A friend of mine conducts research on the board games of the indigenous people of South America. One of the games she shared with me is La Yagua or The Jaguar. The board is a square with a single triangular extension. Interestingly, this board is similar to other boards in India. Here, we have a wide variety of boards — with two triangular extensions and with four triangular extensions.
Typically, the boards are used to play a battlefield game with two players, each having an equal number of game pieces. However, the ingenuity of people led them to play multiple games on the same board. Among the games played, is a variation of the popular tiger and goat game.
What is interesting about the tiger and goat games is that they are asymmetric games with fewer tigers and more goats. The tigers try to kill the goats while the goats try to surround the tigers so they cannot move. The essence of the games is to try and herd the tigers into a corner so they can be surrounded and blocked by the goats.
The game — La Yagua — is very similar in concept. This similarity of games across thousands of miles is in itself intriguing. However, my friend has another theory. She believes such board games were ancient methods of teaching children to hunt; children as young as nine would accompany their parents on hunting trips, thus beginning their lives as hunters.
She has, in her research, documented the recollections of an elderly woman and her memories of hunting among the Tehuelches of the far south of Argentine Patagonia. “We’d go out on foot to hunt guanacos (…), we’d all go out hunting; we kids were the ones who scared the guanacos (...)… How did we hunt them? We’d corner them, or all the kids would form a circle around them, we’d form a circle and drive them in… the older ones were the ones who drove them in. The guanacos would be cornered, and we’d act as a corral to keep them from getting through… There were so many of us, and with our shouts and the fences, we’d corral any number of them.(…) … many say… nooo! … how can you hunt… you need lots of dogs, lots of dogs. (in Aguerre, 2000, p. 122).”

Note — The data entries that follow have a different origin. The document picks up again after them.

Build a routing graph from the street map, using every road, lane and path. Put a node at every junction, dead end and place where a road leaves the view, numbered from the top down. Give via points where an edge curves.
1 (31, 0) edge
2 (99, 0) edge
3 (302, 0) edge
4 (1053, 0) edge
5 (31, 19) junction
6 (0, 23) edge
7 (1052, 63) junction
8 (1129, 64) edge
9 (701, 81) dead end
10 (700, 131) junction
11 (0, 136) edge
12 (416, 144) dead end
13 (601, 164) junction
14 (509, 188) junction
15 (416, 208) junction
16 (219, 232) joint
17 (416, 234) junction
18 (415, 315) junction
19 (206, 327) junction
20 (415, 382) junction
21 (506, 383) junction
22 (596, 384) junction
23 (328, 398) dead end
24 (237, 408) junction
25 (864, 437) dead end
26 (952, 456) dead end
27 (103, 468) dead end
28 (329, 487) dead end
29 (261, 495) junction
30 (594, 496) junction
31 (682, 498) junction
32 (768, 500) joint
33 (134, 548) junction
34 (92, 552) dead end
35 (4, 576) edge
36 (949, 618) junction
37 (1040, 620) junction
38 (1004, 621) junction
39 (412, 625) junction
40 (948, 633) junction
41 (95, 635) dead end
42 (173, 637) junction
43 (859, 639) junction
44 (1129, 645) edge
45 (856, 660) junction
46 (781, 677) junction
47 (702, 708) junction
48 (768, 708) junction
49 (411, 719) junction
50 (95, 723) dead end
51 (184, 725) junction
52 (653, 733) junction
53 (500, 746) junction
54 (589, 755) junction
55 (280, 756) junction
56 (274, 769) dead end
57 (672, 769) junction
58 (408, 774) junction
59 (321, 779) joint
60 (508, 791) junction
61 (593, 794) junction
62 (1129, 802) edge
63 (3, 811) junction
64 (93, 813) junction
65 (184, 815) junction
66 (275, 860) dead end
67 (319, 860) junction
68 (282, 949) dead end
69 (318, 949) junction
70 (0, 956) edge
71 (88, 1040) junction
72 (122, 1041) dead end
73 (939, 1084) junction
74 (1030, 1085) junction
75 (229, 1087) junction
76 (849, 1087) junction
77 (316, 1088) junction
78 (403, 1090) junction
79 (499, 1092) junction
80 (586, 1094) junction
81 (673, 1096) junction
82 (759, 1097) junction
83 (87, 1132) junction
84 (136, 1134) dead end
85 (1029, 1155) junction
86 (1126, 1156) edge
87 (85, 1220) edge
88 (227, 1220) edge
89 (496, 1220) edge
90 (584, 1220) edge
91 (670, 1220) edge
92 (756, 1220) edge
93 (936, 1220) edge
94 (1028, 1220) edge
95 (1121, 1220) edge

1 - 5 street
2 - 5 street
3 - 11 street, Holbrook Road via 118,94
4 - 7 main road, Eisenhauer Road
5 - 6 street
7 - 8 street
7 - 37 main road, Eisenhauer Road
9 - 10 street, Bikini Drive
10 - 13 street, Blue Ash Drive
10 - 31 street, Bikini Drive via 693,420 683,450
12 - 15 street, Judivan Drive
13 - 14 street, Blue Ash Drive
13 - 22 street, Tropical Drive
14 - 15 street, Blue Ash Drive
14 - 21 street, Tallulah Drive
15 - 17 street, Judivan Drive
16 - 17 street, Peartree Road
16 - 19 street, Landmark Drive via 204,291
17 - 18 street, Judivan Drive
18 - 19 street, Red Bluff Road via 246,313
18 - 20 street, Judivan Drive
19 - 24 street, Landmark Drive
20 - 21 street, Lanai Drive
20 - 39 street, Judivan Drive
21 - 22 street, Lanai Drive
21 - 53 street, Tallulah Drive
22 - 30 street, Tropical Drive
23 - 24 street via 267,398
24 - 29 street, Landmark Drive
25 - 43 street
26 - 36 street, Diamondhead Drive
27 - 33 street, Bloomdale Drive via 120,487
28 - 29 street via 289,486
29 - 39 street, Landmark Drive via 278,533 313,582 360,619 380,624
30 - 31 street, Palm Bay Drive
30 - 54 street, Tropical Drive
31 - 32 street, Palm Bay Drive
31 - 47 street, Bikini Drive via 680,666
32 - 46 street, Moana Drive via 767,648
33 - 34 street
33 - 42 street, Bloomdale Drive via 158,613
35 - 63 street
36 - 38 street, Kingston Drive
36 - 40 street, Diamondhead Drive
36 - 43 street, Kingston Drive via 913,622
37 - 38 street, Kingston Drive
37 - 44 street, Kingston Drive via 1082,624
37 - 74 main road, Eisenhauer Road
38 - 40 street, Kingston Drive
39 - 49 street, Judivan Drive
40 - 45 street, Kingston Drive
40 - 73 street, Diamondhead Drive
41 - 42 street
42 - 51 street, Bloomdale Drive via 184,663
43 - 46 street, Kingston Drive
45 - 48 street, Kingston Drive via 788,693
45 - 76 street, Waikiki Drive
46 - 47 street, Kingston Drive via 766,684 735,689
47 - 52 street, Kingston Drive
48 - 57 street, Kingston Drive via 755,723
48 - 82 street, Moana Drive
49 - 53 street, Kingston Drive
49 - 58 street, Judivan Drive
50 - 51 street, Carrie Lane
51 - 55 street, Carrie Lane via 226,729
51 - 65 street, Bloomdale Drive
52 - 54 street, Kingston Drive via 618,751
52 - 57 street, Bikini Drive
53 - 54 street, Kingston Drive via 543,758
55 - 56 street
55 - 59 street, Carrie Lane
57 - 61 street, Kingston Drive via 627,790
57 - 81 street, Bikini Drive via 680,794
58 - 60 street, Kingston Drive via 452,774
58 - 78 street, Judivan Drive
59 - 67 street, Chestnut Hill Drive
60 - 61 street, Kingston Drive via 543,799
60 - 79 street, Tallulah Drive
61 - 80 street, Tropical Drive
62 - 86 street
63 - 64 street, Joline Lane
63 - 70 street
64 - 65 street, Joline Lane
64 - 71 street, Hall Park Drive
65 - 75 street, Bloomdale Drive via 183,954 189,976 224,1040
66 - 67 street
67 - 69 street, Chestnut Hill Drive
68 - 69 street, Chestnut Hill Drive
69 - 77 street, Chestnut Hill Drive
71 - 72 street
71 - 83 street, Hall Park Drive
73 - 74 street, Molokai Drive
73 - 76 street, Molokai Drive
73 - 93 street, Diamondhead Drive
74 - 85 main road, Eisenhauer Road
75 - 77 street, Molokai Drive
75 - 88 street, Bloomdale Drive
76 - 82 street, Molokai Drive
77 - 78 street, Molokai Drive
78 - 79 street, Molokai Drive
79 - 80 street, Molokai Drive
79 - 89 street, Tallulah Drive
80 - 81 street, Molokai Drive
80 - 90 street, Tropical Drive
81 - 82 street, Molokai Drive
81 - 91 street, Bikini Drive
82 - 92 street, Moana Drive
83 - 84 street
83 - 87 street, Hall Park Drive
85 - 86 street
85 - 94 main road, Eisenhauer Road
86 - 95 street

I found her theory fascinating; and I compared her material to my own research. I am unsure if these tiger and goat games were created for the purpose of teaching hunting, but, I have noticed the skill required for these games is similar to ancient hunting methods. Qamargah is a Mughal hunting style known as a ring hunt or an encircling hunt. Here soldiers or hunters drive the animals to the centre of a circle. Other traditional hunting styles from India are slightly different, but the idea is often the same: to stalk, to encircle, to compress, and track.
The more I study traditional games, the more I learn about us and the world around us. We may never know the origins of a game, but its essence reveals itself in many ways.